**Records drawn from a dataset**
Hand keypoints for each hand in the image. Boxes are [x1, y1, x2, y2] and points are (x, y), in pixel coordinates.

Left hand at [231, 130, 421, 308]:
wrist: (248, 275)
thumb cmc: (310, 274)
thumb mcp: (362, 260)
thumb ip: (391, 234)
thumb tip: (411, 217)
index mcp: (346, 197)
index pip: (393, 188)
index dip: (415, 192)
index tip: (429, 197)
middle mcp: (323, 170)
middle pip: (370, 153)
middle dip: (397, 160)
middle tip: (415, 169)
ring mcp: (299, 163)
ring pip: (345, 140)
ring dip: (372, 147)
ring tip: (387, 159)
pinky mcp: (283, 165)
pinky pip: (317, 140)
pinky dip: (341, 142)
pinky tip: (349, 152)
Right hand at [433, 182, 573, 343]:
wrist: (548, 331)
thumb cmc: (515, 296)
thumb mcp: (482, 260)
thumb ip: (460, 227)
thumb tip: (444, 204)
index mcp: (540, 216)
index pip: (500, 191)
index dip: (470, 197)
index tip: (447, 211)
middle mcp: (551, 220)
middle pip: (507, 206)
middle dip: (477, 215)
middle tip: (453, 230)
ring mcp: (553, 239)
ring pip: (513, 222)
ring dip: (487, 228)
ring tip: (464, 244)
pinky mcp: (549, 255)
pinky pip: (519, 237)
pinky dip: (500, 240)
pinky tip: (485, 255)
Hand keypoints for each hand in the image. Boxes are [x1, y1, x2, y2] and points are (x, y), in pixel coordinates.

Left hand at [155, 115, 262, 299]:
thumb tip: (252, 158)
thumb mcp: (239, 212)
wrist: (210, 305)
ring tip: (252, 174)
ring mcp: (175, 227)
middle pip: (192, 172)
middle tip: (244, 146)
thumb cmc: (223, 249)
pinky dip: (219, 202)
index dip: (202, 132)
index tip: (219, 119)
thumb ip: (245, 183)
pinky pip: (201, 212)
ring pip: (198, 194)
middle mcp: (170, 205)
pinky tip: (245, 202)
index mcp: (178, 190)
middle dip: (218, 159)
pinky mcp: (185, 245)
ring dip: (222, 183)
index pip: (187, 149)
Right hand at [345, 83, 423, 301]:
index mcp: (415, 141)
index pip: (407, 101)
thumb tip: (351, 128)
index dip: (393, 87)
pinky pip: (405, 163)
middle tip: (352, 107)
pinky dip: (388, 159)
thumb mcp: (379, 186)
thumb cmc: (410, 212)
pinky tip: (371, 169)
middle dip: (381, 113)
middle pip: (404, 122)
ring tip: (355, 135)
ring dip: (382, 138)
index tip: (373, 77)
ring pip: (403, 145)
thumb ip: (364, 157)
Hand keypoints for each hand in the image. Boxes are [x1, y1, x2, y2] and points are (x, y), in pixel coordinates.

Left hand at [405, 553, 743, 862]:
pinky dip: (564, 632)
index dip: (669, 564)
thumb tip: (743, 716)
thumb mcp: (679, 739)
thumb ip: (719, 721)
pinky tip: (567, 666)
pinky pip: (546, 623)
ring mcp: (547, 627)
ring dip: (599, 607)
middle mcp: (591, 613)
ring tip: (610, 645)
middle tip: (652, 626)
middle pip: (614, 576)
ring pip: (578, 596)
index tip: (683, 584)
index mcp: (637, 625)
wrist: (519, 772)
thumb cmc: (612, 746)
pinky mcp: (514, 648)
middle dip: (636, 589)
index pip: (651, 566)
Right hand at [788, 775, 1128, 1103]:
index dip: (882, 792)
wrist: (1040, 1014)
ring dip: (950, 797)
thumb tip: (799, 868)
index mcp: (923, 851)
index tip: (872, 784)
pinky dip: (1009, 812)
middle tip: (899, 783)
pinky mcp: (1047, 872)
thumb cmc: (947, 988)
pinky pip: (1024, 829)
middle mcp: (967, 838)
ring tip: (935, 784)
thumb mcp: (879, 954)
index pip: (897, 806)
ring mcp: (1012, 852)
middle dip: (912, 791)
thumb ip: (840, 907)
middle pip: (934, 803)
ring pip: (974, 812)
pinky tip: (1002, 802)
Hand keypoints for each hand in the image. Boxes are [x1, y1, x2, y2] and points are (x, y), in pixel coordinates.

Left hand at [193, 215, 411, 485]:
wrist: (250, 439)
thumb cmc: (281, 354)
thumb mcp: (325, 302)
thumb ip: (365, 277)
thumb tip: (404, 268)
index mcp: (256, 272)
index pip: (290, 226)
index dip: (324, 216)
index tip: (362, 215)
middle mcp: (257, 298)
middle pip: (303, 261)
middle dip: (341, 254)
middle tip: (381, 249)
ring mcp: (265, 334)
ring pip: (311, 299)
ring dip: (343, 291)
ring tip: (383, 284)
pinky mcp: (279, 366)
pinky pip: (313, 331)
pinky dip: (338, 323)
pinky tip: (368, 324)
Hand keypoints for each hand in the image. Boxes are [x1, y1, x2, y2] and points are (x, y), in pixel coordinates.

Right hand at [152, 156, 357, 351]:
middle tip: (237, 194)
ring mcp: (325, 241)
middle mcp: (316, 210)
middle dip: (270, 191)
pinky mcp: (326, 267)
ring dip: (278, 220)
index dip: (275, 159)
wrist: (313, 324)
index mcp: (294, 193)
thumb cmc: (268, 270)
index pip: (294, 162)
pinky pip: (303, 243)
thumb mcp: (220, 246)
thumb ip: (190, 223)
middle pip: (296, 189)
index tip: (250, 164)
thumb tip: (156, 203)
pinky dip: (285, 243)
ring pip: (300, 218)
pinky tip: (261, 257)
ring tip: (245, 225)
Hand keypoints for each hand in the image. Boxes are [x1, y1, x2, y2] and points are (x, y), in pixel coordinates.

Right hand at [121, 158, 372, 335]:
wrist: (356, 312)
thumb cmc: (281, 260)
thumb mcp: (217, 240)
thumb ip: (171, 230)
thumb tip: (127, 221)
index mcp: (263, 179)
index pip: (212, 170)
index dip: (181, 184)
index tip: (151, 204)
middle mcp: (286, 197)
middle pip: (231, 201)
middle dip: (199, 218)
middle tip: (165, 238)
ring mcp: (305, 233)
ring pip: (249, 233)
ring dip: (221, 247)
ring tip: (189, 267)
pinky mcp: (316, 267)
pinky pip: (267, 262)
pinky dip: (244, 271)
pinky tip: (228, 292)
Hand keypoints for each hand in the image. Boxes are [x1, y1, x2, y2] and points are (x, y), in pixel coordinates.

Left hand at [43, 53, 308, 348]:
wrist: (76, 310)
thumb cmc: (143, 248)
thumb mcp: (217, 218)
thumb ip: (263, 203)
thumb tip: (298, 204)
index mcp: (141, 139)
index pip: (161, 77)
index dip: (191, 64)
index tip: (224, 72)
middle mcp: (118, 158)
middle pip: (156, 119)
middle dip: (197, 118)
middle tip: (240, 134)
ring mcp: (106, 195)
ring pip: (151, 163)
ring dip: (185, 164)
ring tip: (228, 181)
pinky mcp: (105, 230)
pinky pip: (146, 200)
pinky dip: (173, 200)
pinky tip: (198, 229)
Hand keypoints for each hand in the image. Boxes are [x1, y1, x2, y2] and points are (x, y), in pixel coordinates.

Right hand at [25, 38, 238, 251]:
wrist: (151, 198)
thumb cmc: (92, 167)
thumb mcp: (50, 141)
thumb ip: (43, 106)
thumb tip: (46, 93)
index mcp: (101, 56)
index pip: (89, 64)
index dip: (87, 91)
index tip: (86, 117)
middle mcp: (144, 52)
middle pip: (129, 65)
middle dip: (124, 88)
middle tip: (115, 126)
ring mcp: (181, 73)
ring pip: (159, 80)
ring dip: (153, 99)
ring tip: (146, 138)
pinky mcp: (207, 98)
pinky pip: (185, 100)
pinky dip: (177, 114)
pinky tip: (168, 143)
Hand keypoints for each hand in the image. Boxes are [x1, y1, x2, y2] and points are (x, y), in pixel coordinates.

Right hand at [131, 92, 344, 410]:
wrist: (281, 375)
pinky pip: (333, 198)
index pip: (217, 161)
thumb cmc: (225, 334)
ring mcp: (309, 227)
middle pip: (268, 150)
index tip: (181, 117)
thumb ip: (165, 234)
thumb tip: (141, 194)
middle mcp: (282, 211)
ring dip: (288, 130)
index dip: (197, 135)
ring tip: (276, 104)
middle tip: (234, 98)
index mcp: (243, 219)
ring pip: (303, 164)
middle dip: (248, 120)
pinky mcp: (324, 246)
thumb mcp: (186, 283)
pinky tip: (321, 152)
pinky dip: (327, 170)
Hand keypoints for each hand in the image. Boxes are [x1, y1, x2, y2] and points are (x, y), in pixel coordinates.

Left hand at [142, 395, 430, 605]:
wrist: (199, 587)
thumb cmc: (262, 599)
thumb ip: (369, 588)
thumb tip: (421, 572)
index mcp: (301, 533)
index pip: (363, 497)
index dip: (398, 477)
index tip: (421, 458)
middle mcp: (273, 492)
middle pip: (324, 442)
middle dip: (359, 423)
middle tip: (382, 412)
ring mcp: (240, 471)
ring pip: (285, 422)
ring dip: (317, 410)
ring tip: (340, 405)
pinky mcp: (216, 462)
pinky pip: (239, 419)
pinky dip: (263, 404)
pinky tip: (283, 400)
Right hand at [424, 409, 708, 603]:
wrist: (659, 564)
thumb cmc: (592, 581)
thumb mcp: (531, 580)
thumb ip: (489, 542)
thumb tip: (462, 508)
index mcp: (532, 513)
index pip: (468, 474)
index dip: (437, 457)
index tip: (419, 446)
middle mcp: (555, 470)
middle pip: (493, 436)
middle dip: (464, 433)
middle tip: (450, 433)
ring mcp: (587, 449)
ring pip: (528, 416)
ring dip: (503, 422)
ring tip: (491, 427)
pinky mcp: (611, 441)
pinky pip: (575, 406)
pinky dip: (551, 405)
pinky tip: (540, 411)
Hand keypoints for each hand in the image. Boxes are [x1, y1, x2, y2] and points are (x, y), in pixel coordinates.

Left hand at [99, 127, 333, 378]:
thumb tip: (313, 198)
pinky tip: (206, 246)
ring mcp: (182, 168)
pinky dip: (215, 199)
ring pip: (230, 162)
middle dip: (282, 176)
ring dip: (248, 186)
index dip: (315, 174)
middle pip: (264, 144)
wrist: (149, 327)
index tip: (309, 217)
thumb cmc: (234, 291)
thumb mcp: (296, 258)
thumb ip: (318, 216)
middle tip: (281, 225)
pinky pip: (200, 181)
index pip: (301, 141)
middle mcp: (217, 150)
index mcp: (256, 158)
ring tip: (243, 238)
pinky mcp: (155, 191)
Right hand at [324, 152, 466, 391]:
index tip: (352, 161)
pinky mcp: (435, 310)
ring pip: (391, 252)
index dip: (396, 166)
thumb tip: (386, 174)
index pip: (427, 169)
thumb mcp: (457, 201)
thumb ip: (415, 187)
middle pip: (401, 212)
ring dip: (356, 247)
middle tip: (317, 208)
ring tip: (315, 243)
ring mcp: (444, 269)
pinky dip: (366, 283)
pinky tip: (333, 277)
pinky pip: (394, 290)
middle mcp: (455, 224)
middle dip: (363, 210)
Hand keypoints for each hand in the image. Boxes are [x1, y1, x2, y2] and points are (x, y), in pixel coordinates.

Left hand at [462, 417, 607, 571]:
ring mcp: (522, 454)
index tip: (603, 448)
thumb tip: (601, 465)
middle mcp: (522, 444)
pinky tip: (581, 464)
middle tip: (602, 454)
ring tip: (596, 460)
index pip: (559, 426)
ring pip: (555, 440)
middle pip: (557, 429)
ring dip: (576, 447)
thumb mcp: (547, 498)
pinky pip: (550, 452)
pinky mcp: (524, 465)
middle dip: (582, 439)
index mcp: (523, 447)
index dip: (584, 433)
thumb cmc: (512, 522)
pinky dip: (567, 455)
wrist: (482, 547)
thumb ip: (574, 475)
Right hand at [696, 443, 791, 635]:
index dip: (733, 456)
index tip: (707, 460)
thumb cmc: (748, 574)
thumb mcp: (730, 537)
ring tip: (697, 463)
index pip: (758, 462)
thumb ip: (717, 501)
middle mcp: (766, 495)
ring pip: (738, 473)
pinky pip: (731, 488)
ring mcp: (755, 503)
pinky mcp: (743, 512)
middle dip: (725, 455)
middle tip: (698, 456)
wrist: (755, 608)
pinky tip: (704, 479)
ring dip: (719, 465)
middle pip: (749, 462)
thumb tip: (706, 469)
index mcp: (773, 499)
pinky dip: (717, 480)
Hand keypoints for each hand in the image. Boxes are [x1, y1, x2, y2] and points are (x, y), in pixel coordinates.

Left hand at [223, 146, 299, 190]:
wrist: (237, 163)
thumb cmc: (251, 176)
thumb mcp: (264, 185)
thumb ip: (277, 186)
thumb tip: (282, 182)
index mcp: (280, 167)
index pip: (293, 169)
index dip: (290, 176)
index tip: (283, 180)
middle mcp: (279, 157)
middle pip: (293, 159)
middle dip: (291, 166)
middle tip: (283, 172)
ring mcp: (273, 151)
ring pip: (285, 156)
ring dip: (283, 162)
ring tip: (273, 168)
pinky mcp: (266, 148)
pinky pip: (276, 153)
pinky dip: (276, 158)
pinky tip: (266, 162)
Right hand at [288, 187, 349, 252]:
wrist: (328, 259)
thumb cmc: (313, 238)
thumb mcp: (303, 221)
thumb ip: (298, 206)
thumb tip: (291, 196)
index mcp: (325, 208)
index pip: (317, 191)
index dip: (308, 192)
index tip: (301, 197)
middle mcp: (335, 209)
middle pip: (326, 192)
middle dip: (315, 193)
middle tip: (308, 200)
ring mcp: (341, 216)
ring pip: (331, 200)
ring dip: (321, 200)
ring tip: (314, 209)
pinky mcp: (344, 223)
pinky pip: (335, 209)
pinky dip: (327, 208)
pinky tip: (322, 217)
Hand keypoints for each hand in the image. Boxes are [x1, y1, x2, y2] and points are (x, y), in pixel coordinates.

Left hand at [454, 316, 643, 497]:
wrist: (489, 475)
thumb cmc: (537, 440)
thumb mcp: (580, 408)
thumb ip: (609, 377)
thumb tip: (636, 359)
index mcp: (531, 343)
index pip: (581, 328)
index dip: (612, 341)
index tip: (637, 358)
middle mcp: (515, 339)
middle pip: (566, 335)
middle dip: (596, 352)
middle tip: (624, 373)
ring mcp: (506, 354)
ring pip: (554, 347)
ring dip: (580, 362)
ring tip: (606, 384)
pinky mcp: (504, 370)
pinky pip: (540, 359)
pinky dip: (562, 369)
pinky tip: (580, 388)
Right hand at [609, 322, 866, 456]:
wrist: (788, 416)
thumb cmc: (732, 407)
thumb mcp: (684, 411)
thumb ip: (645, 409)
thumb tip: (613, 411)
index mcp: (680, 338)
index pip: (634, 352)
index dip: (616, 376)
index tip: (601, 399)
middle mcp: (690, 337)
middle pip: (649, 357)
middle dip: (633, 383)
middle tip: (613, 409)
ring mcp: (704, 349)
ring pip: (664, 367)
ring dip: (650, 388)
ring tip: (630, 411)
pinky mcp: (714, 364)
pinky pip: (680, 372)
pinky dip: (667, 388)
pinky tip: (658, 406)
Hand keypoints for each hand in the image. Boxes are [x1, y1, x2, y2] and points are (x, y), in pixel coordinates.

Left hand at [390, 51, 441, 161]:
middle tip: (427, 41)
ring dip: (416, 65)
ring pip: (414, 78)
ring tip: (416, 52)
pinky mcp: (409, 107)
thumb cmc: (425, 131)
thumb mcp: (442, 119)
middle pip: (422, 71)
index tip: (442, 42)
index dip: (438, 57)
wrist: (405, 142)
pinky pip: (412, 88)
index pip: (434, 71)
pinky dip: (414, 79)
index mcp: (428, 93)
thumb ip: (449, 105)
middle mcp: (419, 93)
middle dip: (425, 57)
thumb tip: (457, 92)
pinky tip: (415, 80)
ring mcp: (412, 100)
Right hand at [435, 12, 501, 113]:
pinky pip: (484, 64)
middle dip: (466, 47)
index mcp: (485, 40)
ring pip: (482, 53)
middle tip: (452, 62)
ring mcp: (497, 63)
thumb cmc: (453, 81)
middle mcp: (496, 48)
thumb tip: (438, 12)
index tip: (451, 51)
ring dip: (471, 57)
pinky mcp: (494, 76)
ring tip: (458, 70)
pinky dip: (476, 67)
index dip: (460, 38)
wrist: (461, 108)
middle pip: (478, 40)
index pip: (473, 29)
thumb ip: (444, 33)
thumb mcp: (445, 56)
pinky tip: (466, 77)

**Brief**
Return exactly the lines above from the line that has "index mcp: (680, 338)" through the line that has "middle tip: (452, 62)", inclusive, and nothing else.

**Answer to this problem**
index mcp: (680, 338)
index pip: (634, 352)
index dip: (616, 376)
index tip: (601, 399)
middle mcp: (690, 337)
middle pip: (649, 357)
middle dip: (633, 383)
middle tip: (613, 409)
ring mcp: (704, 349)
ring pip: (664, 367)
ring dip: (650, 388)
ring tip: (630, 411)
pinky mcp: (714, 364)
pinky pip: (680, 372)
pinky dip: (667, 388)
pinky tip: (658, 406)
Hand keypoints for each hand in the image. Boxes are [x1, y1, x2, y2] and points are (x, y), in pixel coordinates.

Left hand at [390, 51, 441, 161]:
middle tip: (427, 41)
ring dip: (416, 65)
ring pip: (414, 78)
ring tip: (416, 52)
pinky mcp: (409, 107)
thumb cmc: (425, 131)
thumb mcp: (442, 119)
middle pip: (422, 71)
index tip: (442, 42)
index dip: (438, 57)
wrist: (405, 142)
pinky pip: (412, 88)
index pip: (434, 71)
pinky dip: (414, 79)
index mcp: (428, 93)
thumb ip: (449, 105)
middle mcp: (419, 93)
middle dip: (425, 57)
thumb tip: (457, 92)
pinky tip: (415, 80)
ring mcp: (412, 100)
Right hand at [435, 12, 501, 113]:
pinky pip: (484, 64)
middle dip: (466, 47)
index mcp: (485, 40)
ring pip: (482, 53)
middle tip: (452, 62)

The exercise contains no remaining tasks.